Dessa falta de poder devém a malignidade do seu cinema, com “O Colecionador de Almas” enquanto derradeira expressão da filosofia fílmica a que Perkins dedica a vida. Por muito que tentem, as suas vítimas não conseguem alterar os caminhos para si traçados, e somente algumas figuras se comportam em surpresa perante isso. As demais reagem como se a desvalorização da vida humana fosse corriqueira, como se o derrame de sangue fosse lugar comum e a loucura a verdade absoluta de cada dia. O cosmos está anestesiado, incapaz de sentir a dor pervasiva ao seu ser. Testemunhar “Longlegs” é como querer gritar sem voz.

A face molda-se em forma de berro e a garganta contrai-se, a face exulta a contração do brado, mas nenhum ruído se manifesta. Repete-se o clamor vezes sem conta pois essa é a única possível resposta. E, no entanto, a impavidez da cena permanece. Fazer-nos cientes da nossa inconsequência é um dos grandes truques de Perkins e seu vilão, o colecionador de almas do título. Só que a personagem a quem Nicolas Cage dá vida não aponta a fraqueza para chocar. Pelo contrário, é parte fulcral do seu jogo ao serviço de Satanás. Perkins não pretende usar a audiência como instrumento, preferindo esmagá-la, derrotá-la, deixá-la no chão ofegante – em pranto sem fôlego e sem som.

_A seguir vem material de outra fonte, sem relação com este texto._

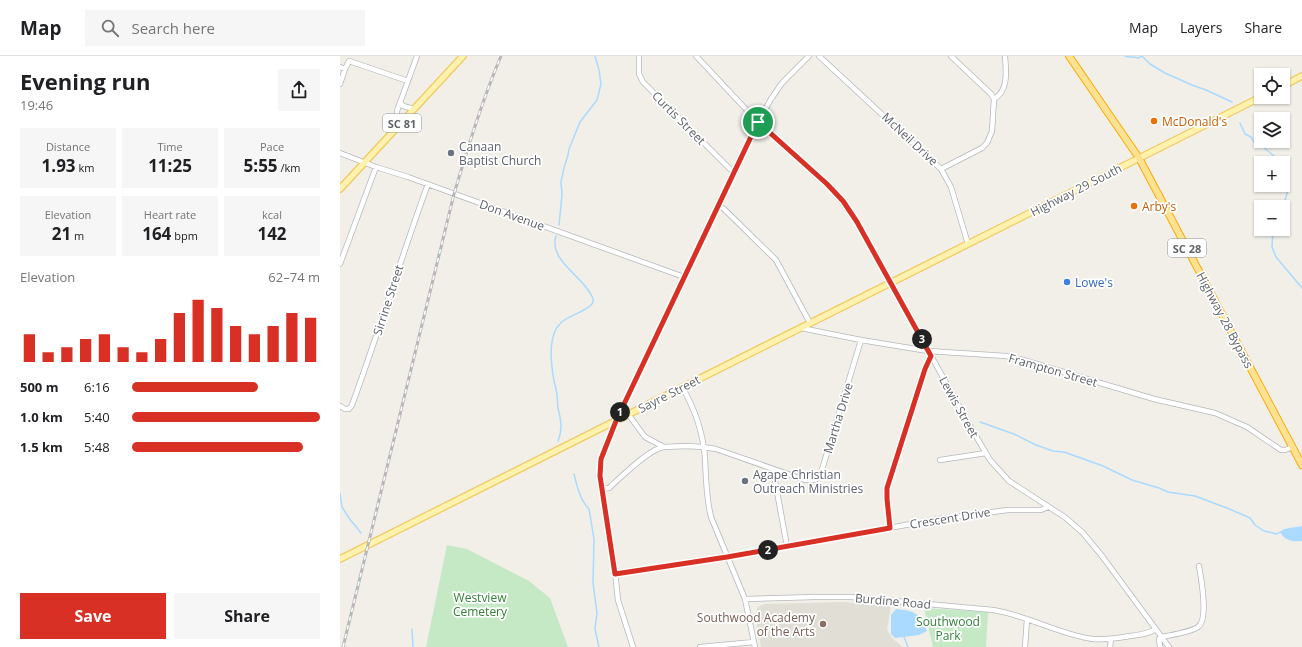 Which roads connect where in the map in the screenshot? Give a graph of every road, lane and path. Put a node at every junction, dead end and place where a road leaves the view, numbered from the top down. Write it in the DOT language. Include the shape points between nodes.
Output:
graph roads {
  1 [pos="417,56"];
  2 [pos="463,56"];
  3 [pos="640,56"];
  4 [pos="696,56"];
  5 [pos="809,56"];
  6 [pos="819,56"];
  7 [pos="951,56"];
  8 [pos="1005,56"];
  9 [pos="1069,56"];
  10 [pos="340,67"];
  11 [pos="345,69"];
  12 [pos="1302,76"];
  13 [pos="408,82"];
  14 [pos="1290,82"];
  15 [pos="340,84"];
  16 [pos="994,99"];
  17 [pos="1254,100"];
  18 [pos="400,102"];
  19 [pos="414,109"];
  20 [pos="758,122"];
  21 [pos="396,128"];
  22 [pos="340,153"];
  23 [pos="1139,158"];
  24 [pos="365,163"];
  25 [pos="376,167"];
  26 [pos="941,169"];
  27 [pos="734,173"];
  28 [pos="428,184"];
  29 [pos="340,189"];
  30 [pos="718,206"];
  31 [pos="968,244"];
  32 [pos="340,264"];
  33 [pos="684,278"];
  34 [pos="891,283"];
  35 [pos="810,323"];
  36 [pos="800,328"];
  37 [pos="861,340"];
  38 [pos="928,351"];
  39 [pos="931,356"];
  40 [pos="682,387"];
  41 [pos="342,407"];
  42 [pos="628,414"];
  43 [pos="616,421"];
  44 [pos="664,447"];
  45 [pos="703,447"];
  46 [pos="1293,447"];
  47 [pos="986,453"];
  48 [pos="940,460"];
  49 [pos="1302,465"];
  50 [pos="773,470"];
  51 [pos="602,489"];
  52 [pos="1048,506"];
  53 [pos="890,528"];
  54 [pos="787,546"];
  55 [pos="727,557"];
  56 [pos="340,559"];
  57 [pos="1199,566"];
  58 [pos="615,574"];
  59 [pos="745,599"];
  60 [pos="1027,619"];
  61 [pos="1156,629"];
  62 [pos="1162,637"];
  63 [pos="1111,639"];
  64 [pos="755,644"];
  65 [pos="633,647"];
  66 [pos="700,647"];
  67 [pos="1025,647"];
  68 [pos="1110,647"];
  69 [pos="1160,647"];
  70 [pos="1169,647"];
  1 -- 13 [label="street"];
  2 -- 19 [label="main road, SC 81"];
  3 -- 27 [label="street, Curtis Street" via="639,74 646,85"];
  4 -- 20 [label="street, Lewis Street"];
  5 -- 20 [label="street" via="782,83"];
  6 -- 26 [label="street, McNeil Drive"];
  7 -- 16 [label="street" via="986,88"];
  8 -- 16 [label="street" via="1005,84"];
  9 -- 23 [label="highway, Highway 28 Bypass / SC 28"];
  10 -- 11 [label="street"];
  11 -- 13 [label="street" via="349,61"];
  11 -- 15 [label="street"];
  12 -- 14 [label="main road"];
  13 -- 18 [label="street"];
  16 -- 26 [label="street" via="992,131 987,143"];
  17 -- 23 [label="main road, Highway 29 South"];
  18 -- 19 [label="street" via="403,106"];
  18 -- 21 [label="street"];
  19 -- 21 [label="main road, SC 81"];
  20 -- 27 [label="street"];
  20 -- 34 [label="street, Lewis Street" via="843,201"];
  21 -- 24 [label="main road, SC 81"];
  22 -- 24 [label="street, Don Avenue"];
  23 -- 31 [label="main road, Highway 29 South"];
  23 -- 46 [label="highway, Highway 28 Bypass / SC 28"];
  24 -- 25 [label="street, Don Avenue"];
  24 -- 29 [label="main road, SC 81"];
  25 -- 28 [label="street, Don Avenue"];
  25 -- 32 [label="street"];
  26 -- 31 [label="street, McNeil Drive" via="950,187"];
  27 -- 30 [label="street"];
  28 -- 33 [label="street, Don Avenue"];
  28 -- 41 [label="street, Sirrine Street" via="352,405 350,409"];
  30 -- 33 [label="street"];
  30 -- 35 [label="street" via="776,260"];
  31 -- 34 [label="main road, Highway 29 South"];
  33 -- 43 [label="street"];
  34 -- 35 [label="main road, Sayre Street"];
  34 -- 38 [label="street, Lewis Street"];
  35 -- 36 [label="main road, Sayre Street"];
  36 -- 37 [label="street, Frampton Street"];
  36 -- 40 [label="main road, Sayre Street"];
  37 -- 38 [label="street, Frampton Street"];
  37 -- 50 [label="street, Martha Drive" via="820,476 815,480 805,480"];
  38 -- 39 [label="street, Lewis Street"];
  38 -- 46 [label="street, Frampton Street" via="1006,356 1023,360 1154,399 1215,413 1247,427 1281,450"];
  39 -- 47 [label="street, Lewis Street"];
  39 -- 53 [label="street" via="887,488"];
  40 -- 42 [label="main road, Sayre Street"];
  40 -- 45 [label="street" via="694,411"];
  42 -- 43 [label="main road, Sayre Street"];
  42 -- 44 [label="street, Martha Drive" via="645,437"];
  43 -- 51 [label="street" via="601,459"];
  43 -- 56 [label="main road, Sayre Street"];
  44 -- 45 [label="street, Martha Drive"];
  44 -- 51 [label="street" via="646,456 609,488"];
  45 -- 50 [label="street, Martha Drive" via="722,451"];
  45 -- 55 [label="street" via="708,503"];
  46 -- 49 [label="highway, Highway 28 Bypass / SC 28"];
  47 -- 48 [label="street"];
  47 -- 52 [label="street, Lewis Street" via="1010,481"];
  50 -- 54 [label="street"];
  51 -- 58 [label="street"];
  52 -- 53 [label="street, Crescent Drive" via="1041,510 991,512"];
  52 -- 61 [label="street, Lewis Street" via="1083,534"];
  53 -- 54 [label="street, Crescent Drive"];
  54 -- 55 [label="street, Crescent Drive"];
  55 -- 58 [label="street, Crescent Drive"];
  55 -- 59 [label="street"];
  57 -- 62 [label="street" via="1204,615 1201,624 1194,629"];
  58 -- 65 [label="street" via="618,600"];
  59 -- 60 [label="street, Burdine Road" via="851,597 994,610"];
  59 -- 64 [label="street"];
  60 -- 63 [label="street, Burdine Road" via="1083,637"];
  60 -- 67 [label="street"];
  61 -- 62 [label="street, Lewis Street"];
  61 -- 63 [label="street, Burdine Road"];
  62 -- 69 [label="street" via="1159,639"];
  62 -- 70 [label="street, Lewis Street"];
  63 -- 68 [label="street"];
  64 -- 66 [label="street"];
}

A história é simples e lunática, uma espécie de investigação criminal transformada pelo  fenómeno do oculto. Seguimos Lee Harker, uma jovem agente do FBI com poderes de clarividência na Oregon dos anos 90. Devido às suas habilidades, ela é colocada na equipa que investiga uma série de assassinatos cujo modus operandi desafia a razão e a credulidade. No seio de uma família religiosa com criança nascida no dia 14 do mês, a violência parece despontar sem explicação, terminando na aniquilação de todo o clã pela mão do pai. O suicídio do homem é sempre a peça final do horror, com uma carta de despedida em linguagem codificada.

Perante tal padrão, assume-se a autoria de algum assassino manipulador, alguém capaz de convencer os patriarcas a perpetrarem atos hediondos. O que começa como um mistério torna-se em obsessão para Lee, especialmente quando certos indícios sobrepõem a sua vida pessoal e o caso. Convém dizer que jamais esse apego da protagonista se revela enquanto paranoia injustificada. Muito pelo contrário, a cada momento que passa, Lee é puxada para as profundezas de uma história horripilante onde os laços de família são pervertidos e a inocência roubada, negada, envenenada por algum espírito do além.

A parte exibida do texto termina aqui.